Kendall: The Pentagon’s Spending Less on Weapons, So Let Me Keep My Job
A 30-year-low in cost growth is part of the defense acquisition undersecretary’s closing argument for why Congress shouldn’t eliminate his position.
Some political appointees spend the final months of a presidential administration counting the minutes until the inauguration. Frank Kendall is not one of them.
Rather than slip back into private life, it seems, the Pentagon’s undersecretary for acquisition, technology, and logistics would prefer to keep looking for ways to save money on weapons and military equipment.
“Not much longer,” a reporter said to Kendall during a briefing at the Pentagon on Friday.
“We’ll see,” Kendall said with a smirk.
But even the next president might not have the final word on whether to keep Kendall in his E-Ring office. A provision in the Senate version of the 2017 defense authorization bill would eliminate Kendall’s undersecretary position. The House version does not contain the provision, and the two houses are expected to iron out their differences after next month’s elections.
In the meantime, Kendall has published what might be his final progress report on the Pentagon’s $1.6 trillion arms-buying portfolio. It might also serve as his best argument for keeping his job intact: the data shows that his policies have decreased cost growth in weapons projects.
“The last six years of work that we’ve put into this while I’ve been back in the Pentagon has paid off,” Kendall said. “We are at a 30-year low in cost growth on our major acquisition programs and we reversed a trend that was in the opposite direction. That’s a pretty big deal.”

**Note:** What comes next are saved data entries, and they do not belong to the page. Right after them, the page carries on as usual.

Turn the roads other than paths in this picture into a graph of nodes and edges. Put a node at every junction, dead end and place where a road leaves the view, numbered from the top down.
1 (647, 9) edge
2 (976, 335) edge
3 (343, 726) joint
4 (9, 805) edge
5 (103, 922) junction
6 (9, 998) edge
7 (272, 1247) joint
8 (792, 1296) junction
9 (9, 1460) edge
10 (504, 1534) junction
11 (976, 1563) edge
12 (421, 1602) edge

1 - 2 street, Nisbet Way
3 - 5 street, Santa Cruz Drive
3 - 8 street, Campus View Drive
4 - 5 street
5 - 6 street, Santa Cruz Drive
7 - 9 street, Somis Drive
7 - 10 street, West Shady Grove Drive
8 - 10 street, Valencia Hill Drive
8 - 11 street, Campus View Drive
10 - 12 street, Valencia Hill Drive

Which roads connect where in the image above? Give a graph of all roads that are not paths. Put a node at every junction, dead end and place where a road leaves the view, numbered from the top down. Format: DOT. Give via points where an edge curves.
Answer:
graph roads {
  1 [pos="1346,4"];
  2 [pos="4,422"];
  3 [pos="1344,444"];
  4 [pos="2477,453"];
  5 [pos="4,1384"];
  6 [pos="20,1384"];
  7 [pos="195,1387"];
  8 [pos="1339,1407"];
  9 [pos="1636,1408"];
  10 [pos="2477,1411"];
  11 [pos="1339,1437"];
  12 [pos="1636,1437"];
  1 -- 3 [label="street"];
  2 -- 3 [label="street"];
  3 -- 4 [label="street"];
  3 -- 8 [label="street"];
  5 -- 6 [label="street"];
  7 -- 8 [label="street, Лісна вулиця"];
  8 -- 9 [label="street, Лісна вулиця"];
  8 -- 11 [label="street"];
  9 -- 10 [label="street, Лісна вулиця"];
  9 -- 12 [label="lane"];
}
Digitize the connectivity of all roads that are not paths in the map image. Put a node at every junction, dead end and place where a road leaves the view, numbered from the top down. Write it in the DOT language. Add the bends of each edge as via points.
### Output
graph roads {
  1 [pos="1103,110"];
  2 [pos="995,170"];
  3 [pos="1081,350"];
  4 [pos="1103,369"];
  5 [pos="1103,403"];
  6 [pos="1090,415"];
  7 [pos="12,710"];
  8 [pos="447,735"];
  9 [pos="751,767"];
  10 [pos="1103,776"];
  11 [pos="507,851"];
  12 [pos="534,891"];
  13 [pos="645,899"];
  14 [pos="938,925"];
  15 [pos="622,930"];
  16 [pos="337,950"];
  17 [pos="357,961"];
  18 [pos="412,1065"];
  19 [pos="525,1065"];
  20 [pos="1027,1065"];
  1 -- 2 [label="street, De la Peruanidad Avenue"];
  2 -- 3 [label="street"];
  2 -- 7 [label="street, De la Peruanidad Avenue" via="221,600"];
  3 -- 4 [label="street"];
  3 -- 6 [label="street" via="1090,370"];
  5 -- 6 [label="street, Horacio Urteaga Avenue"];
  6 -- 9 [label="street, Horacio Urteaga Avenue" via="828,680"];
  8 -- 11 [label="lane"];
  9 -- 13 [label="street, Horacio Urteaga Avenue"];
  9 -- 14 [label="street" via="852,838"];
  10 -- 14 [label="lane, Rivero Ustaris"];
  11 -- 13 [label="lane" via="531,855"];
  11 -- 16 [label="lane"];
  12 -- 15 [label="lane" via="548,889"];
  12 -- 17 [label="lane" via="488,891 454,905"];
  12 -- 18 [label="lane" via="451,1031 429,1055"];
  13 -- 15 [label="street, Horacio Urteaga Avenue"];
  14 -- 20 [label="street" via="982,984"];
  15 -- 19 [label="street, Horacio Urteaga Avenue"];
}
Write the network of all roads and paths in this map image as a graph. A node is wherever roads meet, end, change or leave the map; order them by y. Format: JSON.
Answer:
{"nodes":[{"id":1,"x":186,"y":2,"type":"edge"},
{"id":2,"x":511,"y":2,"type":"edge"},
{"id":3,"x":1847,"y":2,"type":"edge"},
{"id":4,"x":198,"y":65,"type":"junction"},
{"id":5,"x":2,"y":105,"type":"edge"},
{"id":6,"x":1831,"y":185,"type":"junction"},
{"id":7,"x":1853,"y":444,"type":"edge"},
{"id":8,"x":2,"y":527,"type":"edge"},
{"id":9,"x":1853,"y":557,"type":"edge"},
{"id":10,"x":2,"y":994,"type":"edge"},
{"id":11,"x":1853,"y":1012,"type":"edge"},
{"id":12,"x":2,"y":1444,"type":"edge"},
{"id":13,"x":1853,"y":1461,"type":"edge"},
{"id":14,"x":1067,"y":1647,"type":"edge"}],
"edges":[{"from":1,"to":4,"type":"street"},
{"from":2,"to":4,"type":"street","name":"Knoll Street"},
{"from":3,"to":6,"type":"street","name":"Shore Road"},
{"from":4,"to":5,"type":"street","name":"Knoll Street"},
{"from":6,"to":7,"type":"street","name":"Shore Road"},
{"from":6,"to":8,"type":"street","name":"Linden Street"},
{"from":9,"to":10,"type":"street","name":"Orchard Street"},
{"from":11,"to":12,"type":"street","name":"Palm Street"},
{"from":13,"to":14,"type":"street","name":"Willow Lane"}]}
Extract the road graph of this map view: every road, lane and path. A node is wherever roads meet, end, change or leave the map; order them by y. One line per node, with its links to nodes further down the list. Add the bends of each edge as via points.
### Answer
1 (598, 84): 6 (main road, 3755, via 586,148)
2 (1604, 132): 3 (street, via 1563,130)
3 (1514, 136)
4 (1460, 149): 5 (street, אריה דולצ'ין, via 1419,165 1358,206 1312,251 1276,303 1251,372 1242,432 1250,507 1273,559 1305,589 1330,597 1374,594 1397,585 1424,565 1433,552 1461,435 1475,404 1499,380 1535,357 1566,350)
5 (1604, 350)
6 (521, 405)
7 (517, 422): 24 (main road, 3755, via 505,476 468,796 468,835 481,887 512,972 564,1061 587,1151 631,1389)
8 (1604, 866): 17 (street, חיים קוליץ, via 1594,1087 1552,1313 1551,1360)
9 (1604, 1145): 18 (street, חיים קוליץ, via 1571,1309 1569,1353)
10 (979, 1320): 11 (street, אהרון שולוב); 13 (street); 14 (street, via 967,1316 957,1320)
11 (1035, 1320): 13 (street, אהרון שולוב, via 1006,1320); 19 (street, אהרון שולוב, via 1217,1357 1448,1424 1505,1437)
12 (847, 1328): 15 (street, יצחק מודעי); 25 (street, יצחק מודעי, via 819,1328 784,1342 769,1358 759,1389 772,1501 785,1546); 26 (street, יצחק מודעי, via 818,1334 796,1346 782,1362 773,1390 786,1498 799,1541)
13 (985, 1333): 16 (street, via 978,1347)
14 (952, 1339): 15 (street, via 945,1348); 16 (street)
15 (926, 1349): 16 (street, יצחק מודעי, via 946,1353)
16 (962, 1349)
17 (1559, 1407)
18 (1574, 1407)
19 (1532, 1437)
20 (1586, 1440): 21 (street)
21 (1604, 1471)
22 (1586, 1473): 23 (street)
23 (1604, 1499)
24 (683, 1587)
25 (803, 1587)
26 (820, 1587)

In 2010, Kendall’s predecessor, now-Defense Secretary Ash Carter, created Better Buying Power, a series of initiatives to get the Pentagon more for its money. Kendall updated the guidelines twice and has recently said he would look to do a fourth version if he remained into the next administration.
“I’m convinced this is real and I’m convinced it correlates to the things we’ve been doing. There are other factors, there always are, but I think that the evidence is pretty clear that we’re moving in the right direction,” he said.
When Carter started Better Buying Power, new weapons programs were busting their early-development-and-production budgets by an average of 9 percent. That rate has since fallen to about 3 percent.
While “most areas continue to look good,” Kendall has his concerns — mainly the lack of competition for contracts. (It’s no secret that there are fewer new arms projects after a decade of record-high defense spending.)
“I don’t think we’re putting as many new products into the new product pipeline as we should be,” he said.
The controversial legislation, written by Armed Services Committee chair Sen. John McCain, would eliminate the post of undersecretary for acquisition, technology and logistics and create two new undersecretaries, one for research and engineering and one for management support.
Does Kendell think his report bolsters the case against eliminating his job?
“I think abolishing my position in the face of that [report] is probably a bad decision,” he said. “I think my position has worked successfully. I think the Secretary of Defense needs someone in the Secretary of Defense’s office who can effectively oversee service acquisition programs for him. I think that’s a very important feature of how anybody would want to organize the Department of Defense.”